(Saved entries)
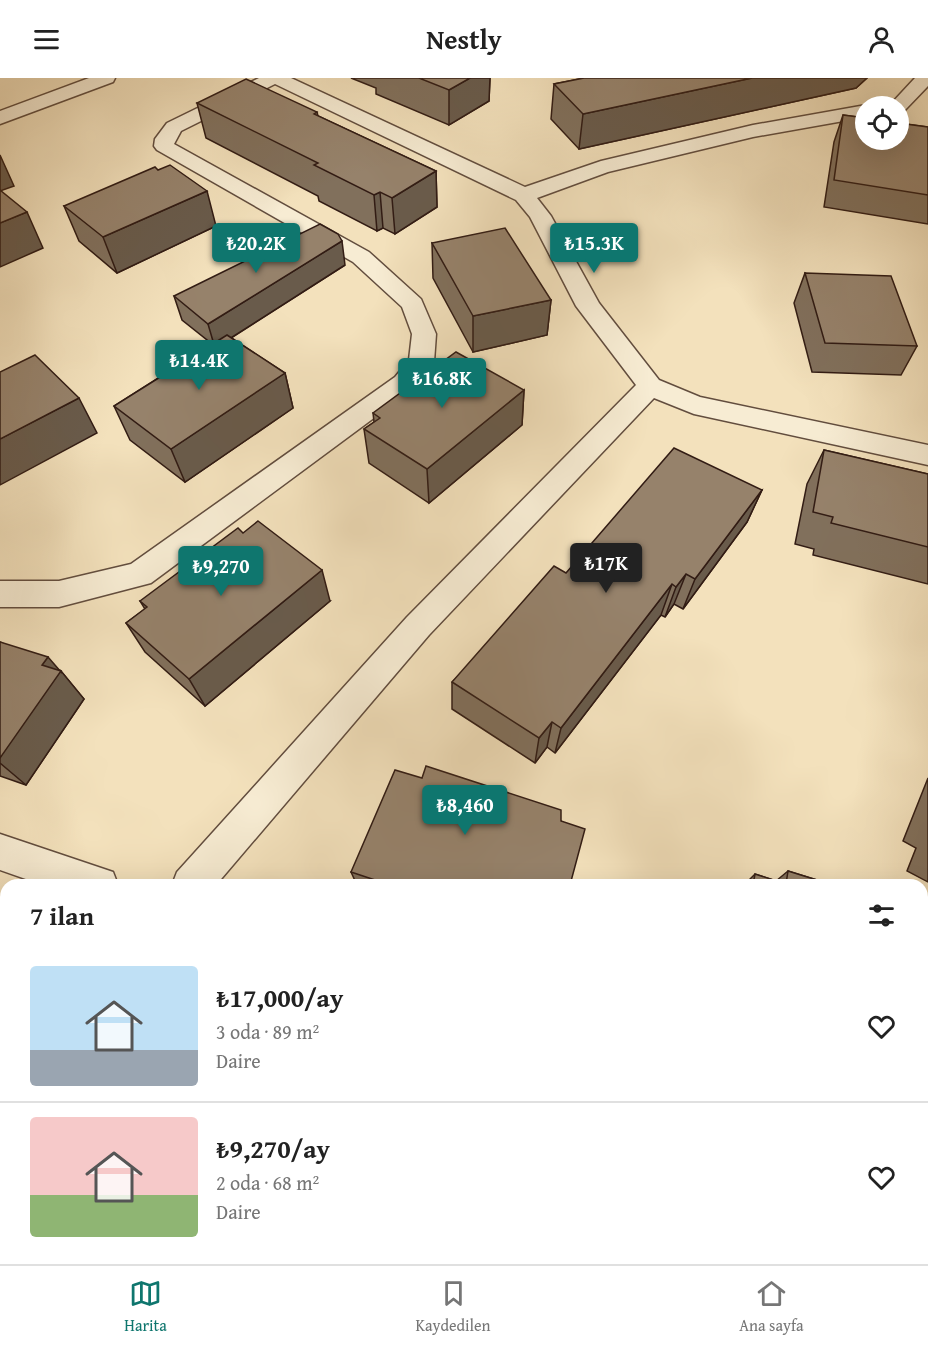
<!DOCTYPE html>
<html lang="tr">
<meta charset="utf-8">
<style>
:root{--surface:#fff;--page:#f6f6f6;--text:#222;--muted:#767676;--line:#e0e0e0;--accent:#0f766e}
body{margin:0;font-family:"Gentium Book Plus",serif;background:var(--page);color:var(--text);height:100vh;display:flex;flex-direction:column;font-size:22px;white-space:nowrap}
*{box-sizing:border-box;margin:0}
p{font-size:20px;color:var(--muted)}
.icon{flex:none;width:33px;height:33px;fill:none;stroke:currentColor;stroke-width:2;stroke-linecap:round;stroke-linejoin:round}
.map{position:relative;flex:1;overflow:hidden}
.drawer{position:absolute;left:0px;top:801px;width:928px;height:386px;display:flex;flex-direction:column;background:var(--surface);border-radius:18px 18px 0 0;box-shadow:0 6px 24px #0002}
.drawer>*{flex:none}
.buttons{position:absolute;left:855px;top:18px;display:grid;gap:12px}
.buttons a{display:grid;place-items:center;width:54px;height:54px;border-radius:50%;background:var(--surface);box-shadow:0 6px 24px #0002;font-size:30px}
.price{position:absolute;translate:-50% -51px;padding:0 14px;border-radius:6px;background:var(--accent);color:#fff;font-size:20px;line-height:39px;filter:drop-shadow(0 2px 3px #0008)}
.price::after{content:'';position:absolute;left:50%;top:36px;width:18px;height:14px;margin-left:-9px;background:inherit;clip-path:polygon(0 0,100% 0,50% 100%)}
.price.selected{background:#222;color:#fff}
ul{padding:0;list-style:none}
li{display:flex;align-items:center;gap:18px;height:150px;padding:0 30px}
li+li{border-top:2px solid var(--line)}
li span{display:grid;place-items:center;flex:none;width:168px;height:120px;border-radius:6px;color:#555}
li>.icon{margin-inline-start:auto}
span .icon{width:72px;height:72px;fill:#fffc;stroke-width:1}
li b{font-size:26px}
h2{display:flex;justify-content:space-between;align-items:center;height:72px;padding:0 30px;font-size:26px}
header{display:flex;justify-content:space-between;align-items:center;height:78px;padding:0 30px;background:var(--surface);font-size:27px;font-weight:700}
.dock{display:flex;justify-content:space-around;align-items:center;height:84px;border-top:2px solid var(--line);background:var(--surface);font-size:16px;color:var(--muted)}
.dock a{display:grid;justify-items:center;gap:3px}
.dock .selected{color:var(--accent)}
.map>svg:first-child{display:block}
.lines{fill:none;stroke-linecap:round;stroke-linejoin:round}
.street-casing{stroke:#624d3e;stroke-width:3}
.street{fill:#f7ecd3;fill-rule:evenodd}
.wall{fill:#81705c;stroke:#321c14;stroke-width:1.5}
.shaded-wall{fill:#695b4b;stroke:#321c14;stroke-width:1.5}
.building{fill:#96826b;stroke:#321c14;stroke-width:1.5}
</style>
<header><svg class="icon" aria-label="menu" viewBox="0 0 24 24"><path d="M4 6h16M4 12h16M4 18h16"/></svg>Nestly<svg class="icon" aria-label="person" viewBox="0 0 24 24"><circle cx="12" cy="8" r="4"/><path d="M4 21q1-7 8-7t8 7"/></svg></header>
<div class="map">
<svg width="928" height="1186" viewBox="0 0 928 1186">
<rect width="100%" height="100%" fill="#f3e1bc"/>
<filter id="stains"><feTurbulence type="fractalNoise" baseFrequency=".00333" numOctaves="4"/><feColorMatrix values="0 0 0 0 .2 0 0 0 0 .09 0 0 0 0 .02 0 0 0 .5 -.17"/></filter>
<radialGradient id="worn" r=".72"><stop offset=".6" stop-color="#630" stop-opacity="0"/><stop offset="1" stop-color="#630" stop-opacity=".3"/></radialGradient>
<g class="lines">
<defs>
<g id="street">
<path d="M 89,0 L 115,0 L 113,4 L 0,46 L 0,33 Z"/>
<path d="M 259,0 L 291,0 L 525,109 L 601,83 L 753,47 L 866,27 L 871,28 L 866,28 L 866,39 L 753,59 L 608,94 L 537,120 L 551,138 L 599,225 L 659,302 L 700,319 L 928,367 L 928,387 L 694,336 L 654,320 L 429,557 L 216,807 L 172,807 L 177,794 L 407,539 L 636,307 L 576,228 L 530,139 L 516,122 L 275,6 L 181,53 L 174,66 L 369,174 L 421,221 L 436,256 L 434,284 L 413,311 L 151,505 L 59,529 L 0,529 L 0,503 L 59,503 L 131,486 L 395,299 L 409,282 L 412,256 L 402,229 L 353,184 L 157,72 L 154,68 L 155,61 L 167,45 Z"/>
<path d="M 915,0 L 928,0 L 928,8 L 905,32 L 898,34 L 898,28 L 889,28 Z"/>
<path d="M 0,756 L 113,794 L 118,807 L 43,807 L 0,792 Z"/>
<path d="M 0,848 L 6,850 L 6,890 L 0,888 Z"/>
<path d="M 922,1066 L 928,1067 L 928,1113 L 922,1111 Z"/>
<path d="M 834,1180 L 895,1180 L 897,1186 L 837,1186 Z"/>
</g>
</defs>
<use href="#street" class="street-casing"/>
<use href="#street" class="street"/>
</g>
<g class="wall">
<path d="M 351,0 L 490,0 L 489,23 L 449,47 L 376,16 L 376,10 Z"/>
<path d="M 584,0 L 867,0 L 856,10 L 579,71 L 551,41 L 554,6 Z"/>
<path d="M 197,25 L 317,34 L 318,38 L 436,93 L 437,129 L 395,156 L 383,150 L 377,153 L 319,123 L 318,118 L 206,60 Z"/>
<path d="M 843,37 L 928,49 L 928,146 L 824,129 L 834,64 Z"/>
<path d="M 64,128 L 216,148 L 117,195 L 79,163 Z"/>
<path d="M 432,165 L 551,222 L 547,257 L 473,274 L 433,200 Z"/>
<path d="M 345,187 L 231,260 L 285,295 L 293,330 L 185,404 L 130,362 L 114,328 L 212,266 L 182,242 L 174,218 Z"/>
<path d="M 805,195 L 917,268 L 901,297 L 812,294 L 794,225 Z"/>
<path d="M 524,312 L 522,347 L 429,425 L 369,385 L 364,351 L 374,344 L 373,335 Z"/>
<path d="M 824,372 L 928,396 L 928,506 L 813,477 L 814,471 L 795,466 L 807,406 Z"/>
<path d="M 762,412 L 747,444 L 683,531 L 674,526 L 665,539 L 661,537 L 555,675 L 547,669 L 535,685 L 452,631 L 452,604 L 566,495 Z"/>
<path d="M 140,523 L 330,523 L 205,628 L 145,574 L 126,545 L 145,531 Z"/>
<path d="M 0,564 L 61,593 L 84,621 L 26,707 L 0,698 Z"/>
<path d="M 928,700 L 928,804 L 907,793 L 916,770 L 903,763 Z"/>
<path d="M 561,743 L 570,807 L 357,807 L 351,794 Z"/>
<path d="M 788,793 L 833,807 L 744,807 L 755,796 L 776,803 Z"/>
<path d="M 922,836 L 928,837 L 928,999 L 922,997 Z"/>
</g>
<g class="shaded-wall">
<path d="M 470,0 L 490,0 L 489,23 L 449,47 L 449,12 Z"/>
<path d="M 752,0 L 867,0 L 856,10 L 579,71 L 583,36 Z"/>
<path d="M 0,77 L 14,108 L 0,113 Z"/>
<path d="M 436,93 L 437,129 L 395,156 L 392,120 Z"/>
<path d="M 207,113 L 216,148 L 117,195 L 103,159 Z"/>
<path d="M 380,114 L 383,150 L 377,153 L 374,117 Z"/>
<path d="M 27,134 L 43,170 L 0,189 L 0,145 Z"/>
<path d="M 342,163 L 345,187 L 215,270 L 208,246 Z"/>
<path d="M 551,222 L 547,257 L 473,274 L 473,238 Z"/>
<path d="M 285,295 L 293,330 L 185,404 L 171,371 Z"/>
<path d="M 524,312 L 522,347 L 429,425 L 427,391 Z"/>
<path d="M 79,320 L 97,355 L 0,407 L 0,361 Z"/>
<path d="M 762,412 L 747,444 L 683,531 L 695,501 Z"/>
<path d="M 322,492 L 330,523 L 205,628 L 189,601 Z"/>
<path d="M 686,496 L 674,526 L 665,539 L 676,509 Z"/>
<path d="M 672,506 L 661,537 L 555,675 L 561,650 Z"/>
<path d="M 48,579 L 61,594 L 61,593 L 84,621 L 26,707 L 0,685 L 0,680 L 42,587 Z"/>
<path d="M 552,644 L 547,669 L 535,685 L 539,660 Z"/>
</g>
<g class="building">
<path d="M 419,0 L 470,0 L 449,12 Z"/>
<path d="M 584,0 L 752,0 L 583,36 L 554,6 Z"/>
<path d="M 246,1 L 317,34 L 314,36 L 436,93 L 392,120 L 380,114 L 374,117 L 314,87 L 318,85 L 197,25 Z"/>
<path d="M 843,37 L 866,40 L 866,62 L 898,62 L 898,45 L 928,49 L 928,117 L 834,102 Z"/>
<path d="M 170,87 L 207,113 L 103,159 L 64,128 L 155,89 L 158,92 Z"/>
<path d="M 0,112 L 27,134 L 0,145 Z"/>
<path d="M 320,146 L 338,156 L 342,163 L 208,246 L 174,218 Z"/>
<path d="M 505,150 L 551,222 L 473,238 L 432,165 Z"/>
<path d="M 805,195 L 891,198 L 917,268 L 825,265 Z"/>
<path d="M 227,257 L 285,295 L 171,371 L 114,328 Z"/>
<path d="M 456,274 L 524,312 L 427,391 L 364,351 L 380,340 L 373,335 Z"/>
<path d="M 35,277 L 79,320 L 0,361 L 0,294 Z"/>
<path d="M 674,370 L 762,412 L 695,501 L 686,496 L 676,509 L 672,506 L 561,650 L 552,644 L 539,660 L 452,604 L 554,488 L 566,495 Z"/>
<path d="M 824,372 L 928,396 L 928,469 L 831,445 L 833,439 L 813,434 Z"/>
<path d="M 258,443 L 322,492 L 189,601 L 126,545 L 147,529 L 140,523 L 238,450 L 243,455 Z"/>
<path d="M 0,564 L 48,579 L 42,587 L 61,593 L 0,680 Z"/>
<path d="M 426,688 L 561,732 L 561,743 L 585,751 L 570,807 L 390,807 L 351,794 L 395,692 L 422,700 Z"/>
<path d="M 788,793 L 833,807 L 753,807 L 755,796 L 786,806 Z"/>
<path d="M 922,836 L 928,837 L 928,980 L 922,978 Z"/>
</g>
<rect width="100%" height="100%" filter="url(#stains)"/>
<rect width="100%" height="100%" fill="url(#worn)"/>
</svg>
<div class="buttons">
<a><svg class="icon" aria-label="locate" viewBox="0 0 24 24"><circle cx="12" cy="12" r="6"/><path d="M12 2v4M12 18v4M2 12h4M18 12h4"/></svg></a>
</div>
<b class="price" style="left:256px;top:196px">₺20.2K</b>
<b class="price" style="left:594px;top:196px">₺15.3K</b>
<b class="price" style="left:199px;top:313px">₺14.4K</b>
<b class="price" style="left:442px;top:331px">₺16.8K</b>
<b class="price selected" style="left:606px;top:516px">₺17K</b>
<b class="price" style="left:221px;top:519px">₺9,270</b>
<b class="price" style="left:465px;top:758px">₺8,460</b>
<section class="drawer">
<h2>7 ilan<svg class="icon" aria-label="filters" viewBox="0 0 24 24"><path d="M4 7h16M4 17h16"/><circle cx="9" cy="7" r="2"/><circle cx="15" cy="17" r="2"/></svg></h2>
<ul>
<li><span style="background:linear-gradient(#bfe0f5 70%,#9aa5b1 0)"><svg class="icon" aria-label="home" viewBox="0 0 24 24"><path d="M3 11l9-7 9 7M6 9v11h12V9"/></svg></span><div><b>₺17,000/ay</b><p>3 oda · 89 m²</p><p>Daire</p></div><svg class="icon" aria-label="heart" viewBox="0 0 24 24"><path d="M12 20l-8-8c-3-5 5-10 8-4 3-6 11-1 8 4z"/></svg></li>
<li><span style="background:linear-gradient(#f6c9c9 65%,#8fb573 0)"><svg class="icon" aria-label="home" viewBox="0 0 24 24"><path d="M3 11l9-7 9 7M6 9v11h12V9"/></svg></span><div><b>₺9,270/ay</b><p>2 oda · 68 m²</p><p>Daire</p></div><svg class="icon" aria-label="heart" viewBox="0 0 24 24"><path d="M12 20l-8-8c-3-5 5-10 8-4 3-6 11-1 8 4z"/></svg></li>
</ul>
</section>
</div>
<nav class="dock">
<a class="selected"><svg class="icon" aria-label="map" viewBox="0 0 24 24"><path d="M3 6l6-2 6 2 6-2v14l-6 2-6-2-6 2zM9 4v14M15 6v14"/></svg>Harita</a>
<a><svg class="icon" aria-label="saved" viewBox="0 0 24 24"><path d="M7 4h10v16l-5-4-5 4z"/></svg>Kaydedilen</a>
<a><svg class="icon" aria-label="home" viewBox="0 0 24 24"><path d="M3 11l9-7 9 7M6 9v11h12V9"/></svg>Ana sayfa</a>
</nav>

EXERCISE DESCRIPTION:
The required output is each line of the entries that contains the word "position".

SOLUTION:
.map{position:relative;flex:1;overflow:hidden}
.drawer{position:absolute;left:0px;top:801px;width:928px;height:386px;display:flex;flex-direction:column;background:var(--surface);border-radius:18px 18px 0 0;box-shadow:0 6px 24px #0002}
.buttons{position:absolute;left:855px;top:18px;display:grid;gap:12px}
.price{position:absolute;translate:-50% -51px;padding:0 14px;border-radius:6px;background:var(--accent);color:#fff;font-size:20px;line-height:39px;filter:drop-shadow(0 2px 3px #0008)}
.price::after{content:'';position:absolute;left:50%;top:36px;width:18px;height:14px;margin-left:-9px;background:inherit;clip-path:polygon(0 0,100% 0,50% 100%)}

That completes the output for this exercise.